VARIOUS ARTISTS 『J-Jazz: Free And Modern Jazz Albums From Japan 1954-1988』 BBE(2024)

年々、音楽を思い入れたっぷりに解説・再評価するテキストの意義を痛感しており、まもなく没後10年となる中山康樹氏の著作ほか、多数の音楽関連書籍を入手しました。特にBBEによる日本産ジャズLPのアートワーク集「J-Jazz: Free And Modern Jazz Albums From Japan 1954-1988」は物質的・内容的に超重量級で、識者の〈マイベスト・Jジャズ・ランキング〉や日本産ジャズの神髄が詰まった編集盤も含め、偉業です。

 

●桑原シロー

Mei Semones 『かぶとむし』 Bayonet(2024)

バークリー・メソッドに基づく卓抜したギター演奏、ジャズやJ-Popなどさまざまなエッセンスが絡み合う滋味豊かなメロディー、不可思議な響きの日本語詞などが混じりあって生成されたハチミツ色のサウダージにガツンとヤラれてしまった。頼りなげな歌声が醸し出すゆるふわな浮遊感にはかのレッチリのフリーもゾッコンなのだそうだし、今後も影響範囲の拡大化が見込まれる。とにかく2025年リリース予定の初フル・アルバムが待ち遠しい。

 

●郡司和歌

COMPUMA 『horizons』 SOMETHING ABOUT(2024)

坂本慎太郎、asuka ando、Urban Volcano Soundなどポップ~クラブ界隈を賑わせるミドル世代のライヴや音源の熱量に感銘を受けた2024年。なかでもソロ・ライヴを筆頭にDJや悪魔の沼として各地のクラウドを熱狂させているCOMPUMAには、凛とした美学に多彩なイマジネーションを詰め込んだこのソロ2作目のリリースも含め、精力的な活動と湧き出る創造性に魅了されまくりでした。音楽への冷めやらぬ愛にリスペクト!

 

●狛犬

二丁目の魁カミングアウト 『Best As Yesterday』 GAY RECORDS(2024)

逆に偏狭な世の中になってきてるのが非常に不気味な気がしていますが、とはいえ音楽作品という意味では毎年のように良い作品が多くてとても良かったです。というか世に出ているものの平均点が上がったというか、もうどの作品もだいたい良いので、自分の好みもわからなくなってきつつあるなか、ストレートに心にくる曲と不意に出会えればいいなと思っていろいろ聴いているなかで2024年も大切な何曲かに出会うことができました。

 

●近藤真弥

Irene 『Like A Flower: 1st Mini Album』 SM(2024)

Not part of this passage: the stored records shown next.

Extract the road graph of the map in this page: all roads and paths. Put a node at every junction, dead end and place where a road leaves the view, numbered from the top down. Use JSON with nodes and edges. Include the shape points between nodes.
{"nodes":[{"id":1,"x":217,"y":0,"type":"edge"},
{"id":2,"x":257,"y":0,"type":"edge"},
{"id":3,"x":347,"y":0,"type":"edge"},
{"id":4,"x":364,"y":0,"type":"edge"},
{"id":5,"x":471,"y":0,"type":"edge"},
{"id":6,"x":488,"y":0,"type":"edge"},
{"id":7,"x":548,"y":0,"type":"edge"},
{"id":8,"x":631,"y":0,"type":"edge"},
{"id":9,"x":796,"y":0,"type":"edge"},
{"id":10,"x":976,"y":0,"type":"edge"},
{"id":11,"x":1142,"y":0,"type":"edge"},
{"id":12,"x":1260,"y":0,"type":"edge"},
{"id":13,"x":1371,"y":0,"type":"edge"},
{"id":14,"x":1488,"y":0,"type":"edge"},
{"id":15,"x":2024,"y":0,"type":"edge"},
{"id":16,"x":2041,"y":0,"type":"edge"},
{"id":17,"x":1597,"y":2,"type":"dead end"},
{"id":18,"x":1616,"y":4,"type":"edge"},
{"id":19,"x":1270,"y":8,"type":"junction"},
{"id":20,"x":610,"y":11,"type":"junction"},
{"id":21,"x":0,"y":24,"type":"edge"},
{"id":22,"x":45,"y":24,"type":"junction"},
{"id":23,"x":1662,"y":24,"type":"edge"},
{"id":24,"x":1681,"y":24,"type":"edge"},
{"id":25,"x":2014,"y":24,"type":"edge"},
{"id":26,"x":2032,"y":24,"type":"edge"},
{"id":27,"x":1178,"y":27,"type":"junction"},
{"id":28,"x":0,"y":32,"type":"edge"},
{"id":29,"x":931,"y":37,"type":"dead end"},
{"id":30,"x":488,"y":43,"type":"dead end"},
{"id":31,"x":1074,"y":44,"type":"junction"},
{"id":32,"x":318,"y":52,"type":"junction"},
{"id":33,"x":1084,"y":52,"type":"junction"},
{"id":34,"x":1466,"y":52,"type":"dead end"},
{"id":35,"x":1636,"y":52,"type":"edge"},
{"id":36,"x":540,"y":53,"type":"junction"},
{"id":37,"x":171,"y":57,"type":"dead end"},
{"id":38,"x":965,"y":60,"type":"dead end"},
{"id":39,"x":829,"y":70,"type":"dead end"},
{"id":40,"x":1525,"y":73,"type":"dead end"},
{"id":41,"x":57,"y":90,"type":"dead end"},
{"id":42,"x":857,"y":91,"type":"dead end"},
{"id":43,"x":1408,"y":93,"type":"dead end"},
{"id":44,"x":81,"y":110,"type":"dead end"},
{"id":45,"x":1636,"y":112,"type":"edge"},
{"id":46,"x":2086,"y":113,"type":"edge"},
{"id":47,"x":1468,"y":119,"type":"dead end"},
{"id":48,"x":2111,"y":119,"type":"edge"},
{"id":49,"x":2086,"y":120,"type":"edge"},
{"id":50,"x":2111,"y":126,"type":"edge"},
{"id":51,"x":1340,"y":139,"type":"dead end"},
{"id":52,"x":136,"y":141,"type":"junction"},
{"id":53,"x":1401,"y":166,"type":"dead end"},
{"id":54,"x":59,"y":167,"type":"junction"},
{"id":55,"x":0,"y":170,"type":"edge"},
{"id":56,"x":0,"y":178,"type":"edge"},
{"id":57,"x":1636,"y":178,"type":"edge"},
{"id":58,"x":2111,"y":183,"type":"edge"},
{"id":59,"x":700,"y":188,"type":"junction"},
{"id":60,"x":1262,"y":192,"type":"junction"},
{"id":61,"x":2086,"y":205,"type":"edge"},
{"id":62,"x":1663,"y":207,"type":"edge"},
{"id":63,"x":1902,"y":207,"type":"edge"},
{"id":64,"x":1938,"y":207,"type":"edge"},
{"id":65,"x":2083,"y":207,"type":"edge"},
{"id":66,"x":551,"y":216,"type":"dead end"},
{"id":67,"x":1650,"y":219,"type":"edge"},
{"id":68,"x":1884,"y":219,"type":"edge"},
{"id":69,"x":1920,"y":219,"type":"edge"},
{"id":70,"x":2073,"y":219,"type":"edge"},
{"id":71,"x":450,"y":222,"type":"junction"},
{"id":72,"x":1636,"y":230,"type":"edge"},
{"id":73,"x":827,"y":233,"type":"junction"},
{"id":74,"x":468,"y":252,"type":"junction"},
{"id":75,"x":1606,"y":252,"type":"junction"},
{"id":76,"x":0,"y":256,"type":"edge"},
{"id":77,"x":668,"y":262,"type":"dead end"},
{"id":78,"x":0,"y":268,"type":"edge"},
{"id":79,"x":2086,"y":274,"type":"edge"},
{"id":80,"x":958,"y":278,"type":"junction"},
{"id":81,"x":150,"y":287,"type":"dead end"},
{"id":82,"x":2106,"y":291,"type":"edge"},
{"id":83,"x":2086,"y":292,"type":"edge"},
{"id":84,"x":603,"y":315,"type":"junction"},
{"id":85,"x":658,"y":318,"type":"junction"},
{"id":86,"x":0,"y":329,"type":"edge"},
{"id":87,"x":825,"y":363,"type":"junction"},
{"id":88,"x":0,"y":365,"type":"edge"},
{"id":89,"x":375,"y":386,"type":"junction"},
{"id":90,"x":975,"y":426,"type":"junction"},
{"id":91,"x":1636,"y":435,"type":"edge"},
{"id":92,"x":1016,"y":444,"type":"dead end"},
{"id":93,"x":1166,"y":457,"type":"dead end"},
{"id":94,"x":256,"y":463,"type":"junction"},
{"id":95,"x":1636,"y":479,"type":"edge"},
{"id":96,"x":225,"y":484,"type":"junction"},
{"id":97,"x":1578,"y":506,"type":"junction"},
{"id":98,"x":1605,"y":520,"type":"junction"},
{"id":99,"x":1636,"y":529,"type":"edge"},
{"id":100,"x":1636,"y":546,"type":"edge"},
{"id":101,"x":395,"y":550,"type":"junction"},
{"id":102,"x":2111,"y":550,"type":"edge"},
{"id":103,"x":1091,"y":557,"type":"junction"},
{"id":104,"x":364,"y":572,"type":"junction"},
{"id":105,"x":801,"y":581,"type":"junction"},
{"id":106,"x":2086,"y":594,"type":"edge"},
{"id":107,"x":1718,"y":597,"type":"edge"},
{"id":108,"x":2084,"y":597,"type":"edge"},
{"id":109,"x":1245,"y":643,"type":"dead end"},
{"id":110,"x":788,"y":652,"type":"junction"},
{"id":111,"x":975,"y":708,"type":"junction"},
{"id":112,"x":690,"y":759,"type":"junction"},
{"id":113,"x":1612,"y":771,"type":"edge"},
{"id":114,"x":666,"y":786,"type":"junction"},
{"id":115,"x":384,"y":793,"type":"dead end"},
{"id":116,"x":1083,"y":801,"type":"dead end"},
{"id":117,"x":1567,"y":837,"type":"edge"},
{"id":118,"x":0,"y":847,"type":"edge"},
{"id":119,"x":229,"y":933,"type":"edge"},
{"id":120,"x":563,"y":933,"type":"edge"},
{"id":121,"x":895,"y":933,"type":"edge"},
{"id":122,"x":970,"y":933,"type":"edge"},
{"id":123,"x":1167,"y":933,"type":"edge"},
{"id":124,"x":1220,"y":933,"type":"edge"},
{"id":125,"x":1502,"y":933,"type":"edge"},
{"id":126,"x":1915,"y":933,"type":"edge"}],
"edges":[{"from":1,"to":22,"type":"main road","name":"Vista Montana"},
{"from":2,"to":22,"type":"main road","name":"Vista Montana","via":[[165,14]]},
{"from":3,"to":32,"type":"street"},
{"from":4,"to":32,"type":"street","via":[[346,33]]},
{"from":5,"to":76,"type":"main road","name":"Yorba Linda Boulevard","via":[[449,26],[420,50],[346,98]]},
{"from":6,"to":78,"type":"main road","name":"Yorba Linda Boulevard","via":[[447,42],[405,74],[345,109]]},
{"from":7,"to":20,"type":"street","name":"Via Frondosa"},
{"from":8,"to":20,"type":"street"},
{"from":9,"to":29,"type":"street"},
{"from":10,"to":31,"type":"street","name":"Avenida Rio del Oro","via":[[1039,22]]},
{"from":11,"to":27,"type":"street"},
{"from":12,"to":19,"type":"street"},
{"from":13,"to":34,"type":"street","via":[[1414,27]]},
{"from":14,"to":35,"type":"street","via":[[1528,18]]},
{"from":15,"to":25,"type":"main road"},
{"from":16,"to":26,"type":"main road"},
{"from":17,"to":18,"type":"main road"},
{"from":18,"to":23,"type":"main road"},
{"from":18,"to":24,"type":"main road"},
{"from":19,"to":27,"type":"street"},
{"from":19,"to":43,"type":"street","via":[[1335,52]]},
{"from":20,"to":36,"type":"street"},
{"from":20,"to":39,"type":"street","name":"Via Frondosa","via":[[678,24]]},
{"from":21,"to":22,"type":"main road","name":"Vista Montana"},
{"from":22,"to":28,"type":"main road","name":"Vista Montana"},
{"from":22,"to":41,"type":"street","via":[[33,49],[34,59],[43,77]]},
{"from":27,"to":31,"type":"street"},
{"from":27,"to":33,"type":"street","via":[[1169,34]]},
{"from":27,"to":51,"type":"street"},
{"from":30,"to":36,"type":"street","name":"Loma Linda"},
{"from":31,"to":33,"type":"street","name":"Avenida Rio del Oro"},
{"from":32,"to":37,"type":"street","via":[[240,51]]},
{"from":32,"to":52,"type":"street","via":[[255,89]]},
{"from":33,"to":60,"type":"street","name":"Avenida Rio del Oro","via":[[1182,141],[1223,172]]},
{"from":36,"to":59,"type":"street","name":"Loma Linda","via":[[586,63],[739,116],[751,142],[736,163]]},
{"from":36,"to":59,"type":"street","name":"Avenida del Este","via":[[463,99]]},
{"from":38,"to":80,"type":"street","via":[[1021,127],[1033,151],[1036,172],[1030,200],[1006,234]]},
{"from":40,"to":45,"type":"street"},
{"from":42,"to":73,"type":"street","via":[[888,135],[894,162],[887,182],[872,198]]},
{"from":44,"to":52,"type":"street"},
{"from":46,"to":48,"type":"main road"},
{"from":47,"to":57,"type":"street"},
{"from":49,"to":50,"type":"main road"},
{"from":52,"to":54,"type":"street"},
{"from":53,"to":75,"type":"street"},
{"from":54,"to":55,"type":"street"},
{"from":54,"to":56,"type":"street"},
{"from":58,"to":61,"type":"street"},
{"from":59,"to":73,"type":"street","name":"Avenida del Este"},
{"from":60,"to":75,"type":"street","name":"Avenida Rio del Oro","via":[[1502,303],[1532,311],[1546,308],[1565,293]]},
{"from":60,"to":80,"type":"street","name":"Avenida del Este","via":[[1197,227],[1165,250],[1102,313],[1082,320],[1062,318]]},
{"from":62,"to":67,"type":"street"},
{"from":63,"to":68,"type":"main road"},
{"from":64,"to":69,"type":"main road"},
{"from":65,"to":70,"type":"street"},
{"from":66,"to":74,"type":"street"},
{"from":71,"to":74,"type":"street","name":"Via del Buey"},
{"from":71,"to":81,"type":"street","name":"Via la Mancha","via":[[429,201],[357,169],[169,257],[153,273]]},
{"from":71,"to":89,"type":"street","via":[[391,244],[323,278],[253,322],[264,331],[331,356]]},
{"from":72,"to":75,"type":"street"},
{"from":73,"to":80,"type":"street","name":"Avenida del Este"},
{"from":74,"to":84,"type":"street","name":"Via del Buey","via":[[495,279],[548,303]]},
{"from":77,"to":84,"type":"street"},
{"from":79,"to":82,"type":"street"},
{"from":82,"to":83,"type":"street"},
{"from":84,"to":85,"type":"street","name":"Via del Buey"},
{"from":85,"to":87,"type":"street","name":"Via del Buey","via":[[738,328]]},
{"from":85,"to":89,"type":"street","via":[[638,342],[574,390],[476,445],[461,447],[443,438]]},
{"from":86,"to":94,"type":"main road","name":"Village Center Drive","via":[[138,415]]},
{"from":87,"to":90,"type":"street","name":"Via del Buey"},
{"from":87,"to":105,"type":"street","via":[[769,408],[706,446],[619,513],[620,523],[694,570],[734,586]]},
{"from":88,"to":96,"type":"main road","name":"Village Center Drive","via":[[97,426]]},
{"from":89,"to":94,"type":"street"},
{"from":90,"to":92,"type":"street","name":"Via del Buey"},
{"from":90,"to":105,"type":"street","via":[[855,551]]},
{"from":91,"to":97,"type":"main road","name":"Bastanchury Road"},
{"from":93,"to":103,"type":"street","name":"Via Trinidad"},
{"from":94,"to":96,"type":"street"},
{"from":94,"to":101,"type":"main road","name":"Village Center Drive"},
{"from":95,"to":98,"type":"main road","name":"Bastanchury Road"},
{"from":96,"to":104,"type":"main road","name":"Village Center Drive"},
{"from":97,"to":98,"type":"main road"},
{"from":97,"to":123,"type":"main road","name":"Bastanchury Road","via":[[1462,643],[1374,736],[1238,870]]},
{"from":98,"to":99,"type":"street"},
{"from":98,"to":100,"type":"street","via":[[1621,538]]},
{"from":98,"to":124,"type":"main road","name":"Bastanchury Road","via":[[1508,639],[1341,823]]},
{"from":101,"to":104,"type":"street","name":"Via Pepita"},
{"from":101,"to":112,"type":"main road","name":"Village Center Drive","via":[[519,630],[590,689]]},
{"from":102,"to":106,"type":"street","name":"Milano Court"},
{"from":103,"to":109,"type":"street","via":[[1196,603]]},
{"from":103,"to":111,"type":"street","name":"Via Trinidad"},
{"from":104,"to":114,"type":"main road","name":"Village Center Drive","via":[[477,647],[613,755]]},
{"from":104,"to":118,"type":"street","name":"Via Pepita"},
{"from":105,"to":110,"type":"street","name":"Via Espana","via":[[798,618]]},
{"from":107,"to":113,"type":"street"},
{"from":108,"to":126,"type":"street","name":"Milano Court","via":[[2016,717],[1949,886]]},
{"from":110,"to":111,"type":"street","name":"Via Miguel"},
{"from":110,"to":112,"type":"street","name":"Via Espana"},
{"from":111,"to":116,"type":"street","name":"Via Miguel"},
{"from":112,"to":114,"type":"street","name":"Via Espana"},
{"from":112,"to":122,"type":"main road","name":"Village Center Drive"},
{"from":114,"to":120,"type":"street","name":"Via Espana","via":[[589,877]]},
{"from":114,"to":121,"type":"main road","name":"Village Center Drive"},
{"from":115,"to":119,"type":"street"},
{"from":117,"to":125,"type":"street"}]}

ウン・ドヒ『Blue Comedy』など、韓国のインディー・フォーク系作品に惹かれることが多かったです。もちろんK-Popにも良い作品が目立ちました。特に、今回選んだRed Velvetのアイリーンによるミニ・アルバムは、アマピアノといった現行の流行りに上手く応答したモダンなポップソング集で素晴らしい。マスメディアの基礎体力が年々落ちていることに危機感を抱きつつ、ポップ・カルチャーのおもしろさに今年も夢中でした。

 

●澤田大輔

谷村有美 『Believe In (2024 Remaster)』 ソニー(2024)

シティ・ポップ的な視点で国産ポップスを再発見&再評価するモードが、90年代前後に隆盛した所謂〈ガール・ポップ〉にも波及するなかで、このジャンルを代表する存在と目される谷村有美の初期作品群がリマスター復刻されたことは2024年の私的トピックのひとつでした。こちらの『Believe In』は87年にリリースされたデビュー作。彼女のヴォーカルが擁する透明感をアンサンブルにも適応させたかのような大村雅朗による編曲&サウンドが素晴らしい。ちなみに年明けにはフェイヴァリットな90年作『PRISM』のリイシューも控えております。

 

●田山雄士

フリージアン 『歌葬』 フリージアン(2024)

2024年末の所感としては、兵庫県知事選挙のカルトじみた異様さや止まる気配のない物価高など、何かとしんどい状況が長く続いているため、音楽をはじめとする娯楽全般に没頭しづらい人も多いのかもしれないということ。腐りそうになるときもありますが、そんな憂鬱をまっすぐな歌で撃ち抜いてくれたのは、奇しくも神戸発のフリージアンでした。俯いてばかりはいられません。顔を上げるきっかけが欲しいなら『歌葬』をぜひ。今後どこまで行けるのか、期待のロック・バンドです。

 

●土田真弓

2024年リリースのものだと、恐らくリピート率がいちばん高かったのがこの一枚。昔からオーケストラ+テクノな作品に目がないのですが、本作はその方向での久々のヒットでした。環境音も交えたオーガニックな質感ながら、しっかりとフロア仕様。じわじわと押し寄せる昂揚感がエモーショナルでたまらないです。あと、カリブーティコGOOD BYE APRILの最新作も良かった。今年は煌めきにあふれた音が気分だったみたいです。